Sheriff wrestles with bias in post-Arpaio overhaul
PHOENIX — Two years after defeating longtime metro Phoenix Sheriff Joe Arpaio, Paul Penzone is steadily making progress in carrying out a massive court-ordered overhaul of a beleaguered agency that was found to have racially profiled Latinos.
The new sheriff has improved compliance with the overhaul and taken far more steps to repair relations with the Latino community than the famously defiant Arpaio. The agency now acknowledges on its website that its officers engaged in racial profiling, whereas Arpaio vigorously disputed until the end of his 24-year tenure that his deputies singled out Latinos during traffic patrols that targeted immigrants.

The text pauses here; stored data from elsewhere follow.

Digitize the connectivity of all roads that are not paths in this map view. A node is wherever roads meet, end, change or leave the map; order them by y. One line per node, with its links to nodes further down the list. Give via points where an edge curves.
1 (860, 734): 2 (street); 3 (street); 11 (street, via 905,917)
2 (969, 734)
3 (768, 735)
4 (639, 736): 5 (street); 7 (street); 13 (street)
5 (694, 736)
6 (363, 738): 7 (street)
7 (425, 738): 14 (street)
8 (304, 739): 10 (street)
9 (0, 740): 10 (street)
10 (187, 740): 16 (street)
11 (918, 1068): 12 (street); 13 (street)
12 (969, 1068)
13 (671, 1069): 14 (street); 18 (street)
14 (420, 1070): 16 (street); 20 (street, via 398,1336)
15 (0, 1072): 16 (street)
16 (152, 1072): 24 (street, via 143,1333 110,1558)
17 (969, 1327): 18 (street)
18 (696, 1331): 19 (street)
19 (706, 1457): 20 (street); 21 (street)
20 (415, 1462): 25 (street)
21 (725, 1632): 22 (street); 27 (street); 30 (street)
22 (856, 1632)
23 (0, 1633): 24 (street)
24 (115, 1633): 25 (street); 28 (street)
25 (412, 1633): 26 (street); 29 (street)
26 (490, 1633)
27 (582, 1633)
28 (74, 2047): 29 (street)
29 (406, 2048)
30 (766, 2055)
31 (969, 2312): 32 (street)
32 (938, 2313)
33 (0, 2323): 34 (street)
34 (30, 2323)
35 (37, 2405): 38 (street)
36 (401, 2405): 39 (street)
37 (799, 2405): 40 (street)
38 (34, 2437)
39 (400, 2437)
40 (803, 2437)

Still, the sheriff ’s office doesn’t appear to have completely stomped out its problem with biased policing, even though the overhaul was ordered five years ago and taxpayers have shelled out $90 million in legal and compliance costs.
The latest audit of traffic stops by Maricopa County deputies concluded Latinos and other minorities are treated differently than whites. It found, for instance, the average length of stops for Hispanic drivers is three minutes longer than for white drivers.
The taxpayer spending is expected to continue until the sheriff ’s office is fully compliant for three straight years.
Penzone, like Arpaio, also has been criticized for letting federal authorities into his jails to check the immigration status of arrested people to see whether they should be transferred into federal custody once released. The overhaul didn’t address jail checks, but critics say the practice serves as a pipeline for deportations that are financial and emotional hardships on immigrants’ families.
Arpaio was criticized for dragging his feet in abiding by court orders, failing to express regret for his immigration crackdowns and making lackluster attempts to repair the agency’s relations among Latinos. Ultimately, he was convicted of criminal contempt of court for his acknowledged disobedience of a 2011 court order in the profiling case to stop his immigration patrols, though a pardon by President Trump spared him a possible jail sentence.